§ AIM OF THE EXERCISE
Go through the records and show each line where the word "change" occurs.

------------------------------------------------------------

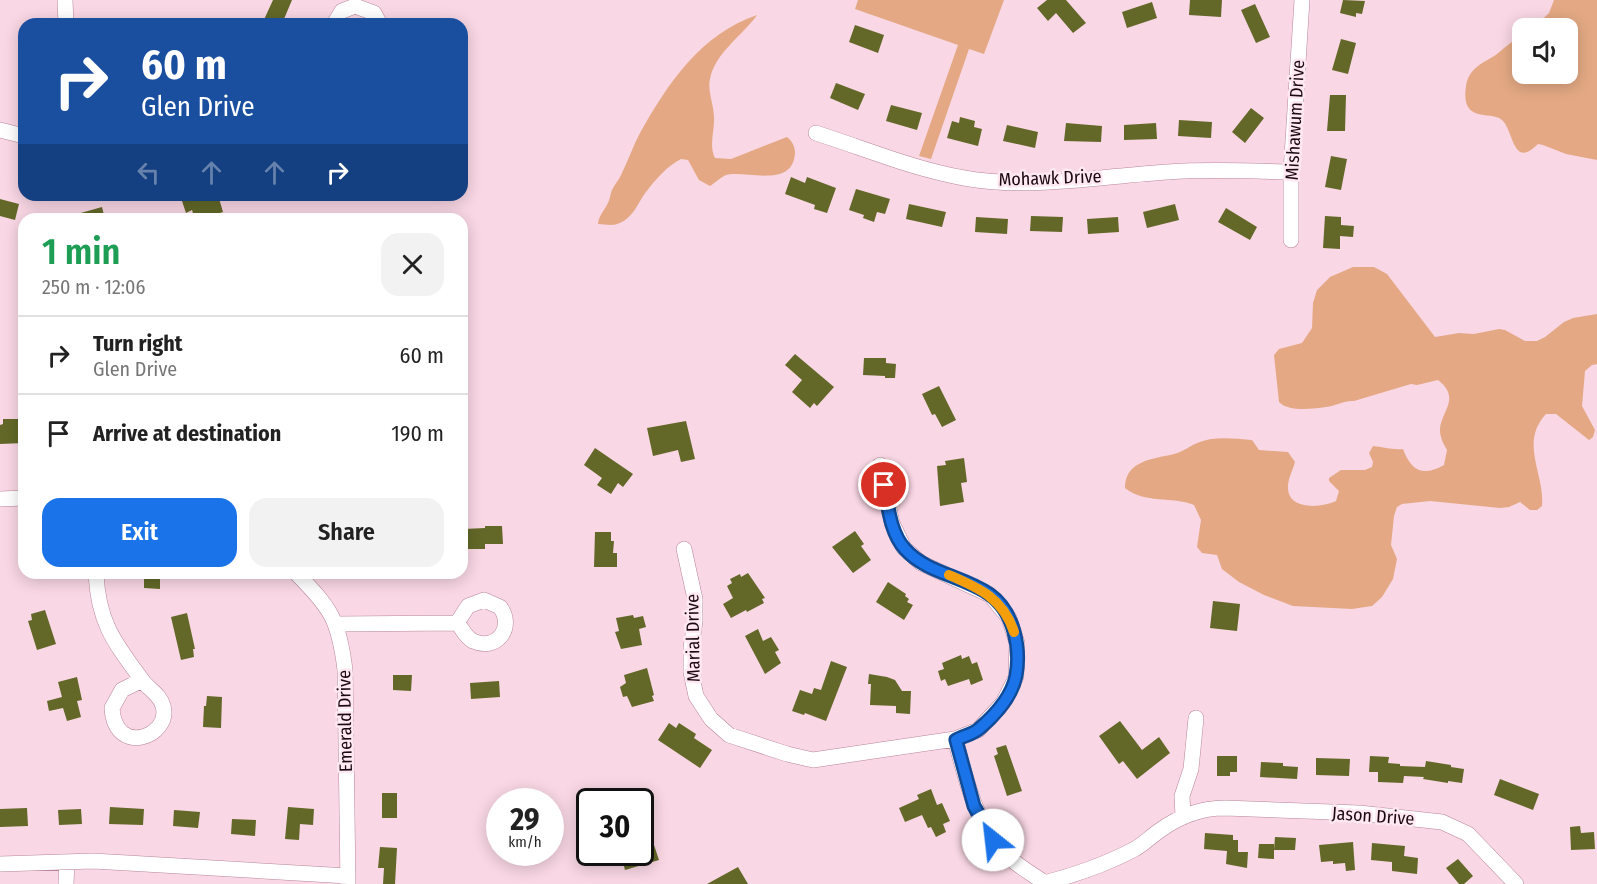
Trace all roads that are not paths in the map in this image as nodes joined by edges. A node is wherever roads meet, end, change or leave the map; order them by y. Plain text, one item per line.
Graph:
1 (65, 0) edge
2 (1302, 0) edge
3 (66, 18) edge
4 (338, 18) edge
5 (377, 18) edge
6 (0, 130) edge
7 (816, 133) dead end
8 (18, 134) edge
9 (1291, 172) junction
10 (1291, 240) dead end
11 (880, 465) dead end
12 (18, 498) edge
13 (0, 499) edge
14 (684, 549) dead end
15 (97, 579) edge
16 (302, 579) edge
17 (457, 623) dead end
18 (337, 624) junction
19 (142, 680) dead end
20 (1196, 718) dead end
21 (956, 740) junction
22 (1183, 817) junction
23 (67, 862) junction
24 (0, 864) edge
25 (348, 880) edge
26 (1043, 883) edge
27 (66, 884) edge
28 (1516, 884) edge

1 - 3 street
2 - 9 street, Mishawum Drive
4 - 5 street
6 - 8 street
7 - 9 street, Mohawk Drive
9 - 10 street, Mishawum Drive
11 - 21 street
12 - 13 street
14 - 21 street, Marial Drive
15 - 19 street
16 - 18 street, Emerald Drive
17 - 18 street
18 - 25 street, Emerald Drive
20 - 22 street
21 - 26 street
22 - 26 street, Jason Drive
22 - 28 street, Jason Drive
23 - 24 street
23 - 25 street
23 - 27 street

------------------------------------------------------------

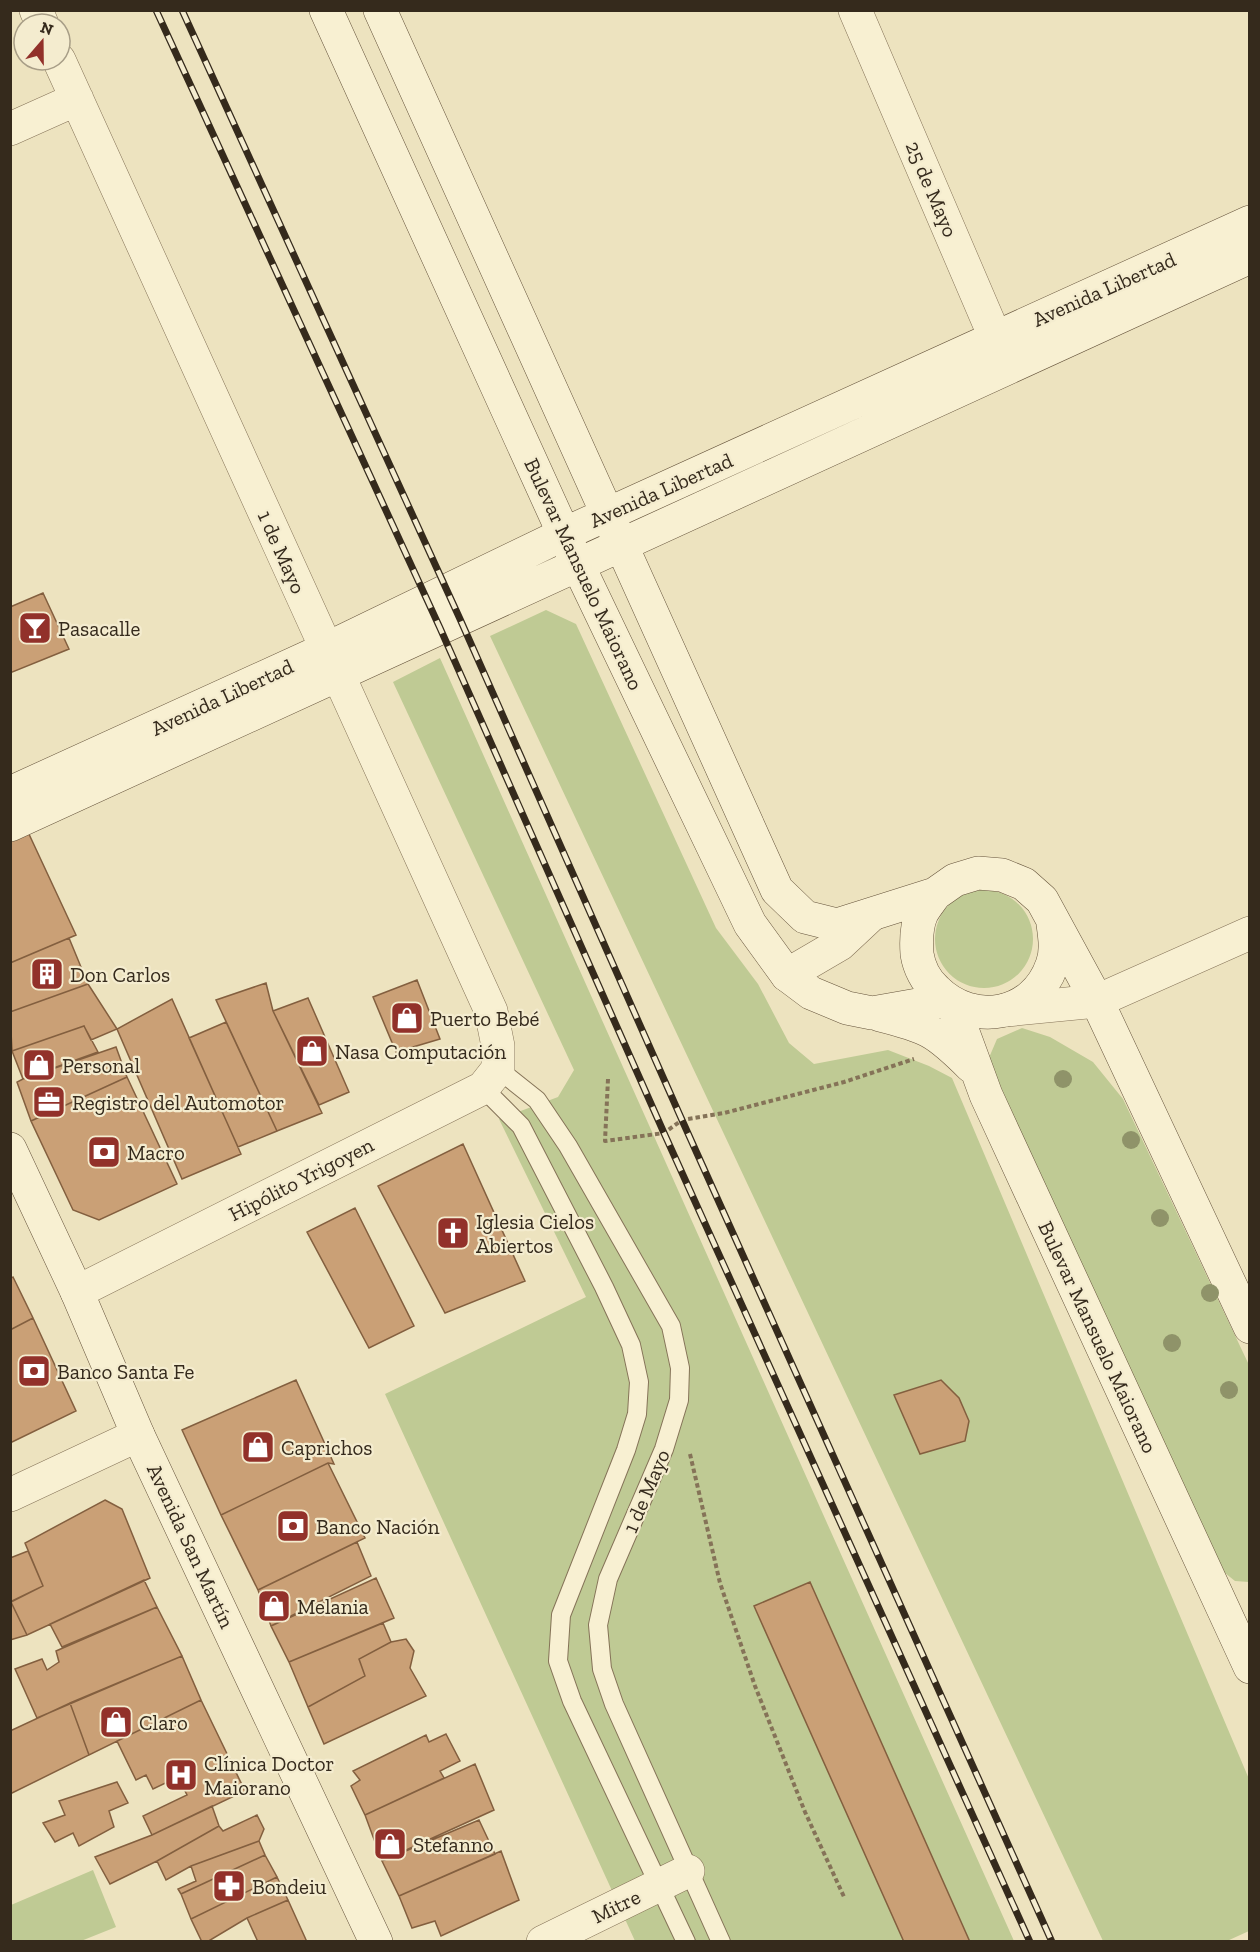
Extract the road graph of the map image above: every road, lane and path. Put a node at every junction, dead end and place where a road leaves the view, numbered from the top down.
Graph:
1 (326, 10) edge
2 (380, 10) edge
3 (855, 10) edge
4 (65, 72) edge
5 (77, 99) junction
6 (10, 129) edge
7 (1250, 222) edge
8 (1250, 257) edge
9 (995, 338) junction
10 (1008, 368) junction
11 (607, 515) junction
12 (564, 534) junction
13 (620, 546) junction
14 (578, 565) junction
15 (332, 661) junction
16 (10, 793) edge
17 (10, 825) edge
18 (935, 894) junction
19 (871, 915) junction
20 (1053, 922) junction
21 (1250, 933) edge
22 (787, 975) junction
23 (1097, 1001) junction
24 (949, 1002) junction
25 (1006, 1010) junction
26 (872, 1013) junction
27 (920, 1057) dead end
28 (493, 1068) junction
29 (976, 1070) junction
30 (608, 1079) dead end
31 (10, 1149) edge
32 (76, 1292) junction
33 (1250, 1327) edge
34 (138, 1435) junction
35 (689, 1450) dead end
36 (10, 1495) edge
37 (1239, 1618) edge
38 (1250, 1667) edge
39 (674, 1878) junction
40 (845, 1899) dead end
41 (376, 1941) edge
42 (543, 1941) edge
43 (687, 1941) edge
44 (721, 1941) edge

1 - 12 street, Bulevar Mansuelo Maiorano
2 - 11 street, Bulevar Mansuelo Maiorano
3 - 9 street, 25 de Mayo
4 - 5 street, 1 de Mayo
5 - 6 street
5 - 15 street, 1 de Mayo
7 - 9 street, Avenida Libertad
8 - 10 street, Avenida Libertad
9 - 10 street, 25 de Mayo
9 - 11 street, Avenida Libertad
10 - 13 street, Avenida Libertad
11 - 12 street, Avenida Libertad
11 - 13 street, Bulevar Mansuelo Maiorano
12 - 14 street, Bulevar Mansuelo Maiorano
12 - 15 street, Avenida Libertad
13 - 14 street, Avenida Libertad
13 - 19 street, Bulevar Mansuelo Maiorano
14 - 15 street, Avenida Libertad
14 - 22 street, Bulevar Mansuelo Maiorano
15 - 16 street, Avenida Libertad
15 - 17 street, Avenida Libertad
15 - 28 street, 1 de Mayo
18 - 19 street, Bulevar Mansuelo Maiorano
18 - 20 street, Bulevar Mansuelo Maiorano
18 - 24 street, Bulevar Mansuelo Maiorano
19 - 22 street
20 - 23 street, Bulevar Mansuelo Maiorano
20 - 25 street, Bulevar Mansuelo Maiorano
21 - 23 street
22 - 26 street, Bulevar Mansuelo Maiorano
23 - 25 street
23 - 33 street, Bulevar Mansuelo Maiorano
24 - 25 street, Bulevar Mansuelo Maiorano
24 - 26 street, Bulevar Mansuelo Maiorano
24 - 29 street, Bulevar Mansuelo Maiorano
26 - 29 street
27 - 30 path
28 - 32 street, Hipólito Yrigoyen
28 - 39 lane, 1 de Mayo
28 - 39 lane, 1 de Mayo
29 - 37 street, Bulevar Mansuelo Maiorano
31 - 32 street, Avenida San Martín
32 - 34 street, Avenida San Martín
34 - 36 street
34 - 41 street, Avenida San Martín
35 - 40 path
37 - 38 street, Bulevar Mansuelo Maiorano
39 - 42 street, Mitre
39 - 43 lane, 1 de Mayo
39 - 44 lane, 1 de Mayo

------------------------------------------------------------

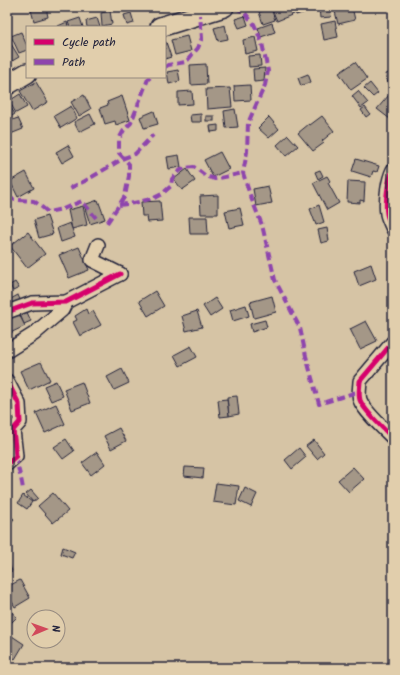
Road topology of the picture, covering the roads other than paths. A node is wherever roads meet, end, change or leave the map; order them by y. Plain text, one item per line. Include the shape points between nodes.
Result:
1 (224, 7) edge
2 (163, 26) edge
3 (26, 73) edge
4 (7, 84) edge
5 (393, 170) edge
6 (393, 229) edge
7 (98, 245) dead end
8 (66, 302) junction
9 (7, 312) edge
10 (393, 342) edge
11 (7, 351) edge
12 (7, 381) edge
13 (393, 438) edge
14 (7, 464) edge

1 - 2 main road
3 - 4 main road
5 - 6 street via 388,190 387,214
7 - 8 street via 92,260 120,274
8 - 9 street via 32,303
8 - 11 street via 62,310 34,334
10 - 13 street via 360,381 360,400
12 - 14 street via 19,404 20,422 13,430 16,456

------------------------------------------------------------

§ SOLUTION FOR THIS EXERCISE
Trace all roads that are not paths in the map in this image as nodes joined by edges. A node is wherever roads meet, end, change or leave the map; order them by y. Plain text, one item per line.
Road topology of the picture, covering the roads other than paths. A node is wherever roads meet, end, change or leave the map; order them by y. Plain text, one item per line. Include the shape points between nodes.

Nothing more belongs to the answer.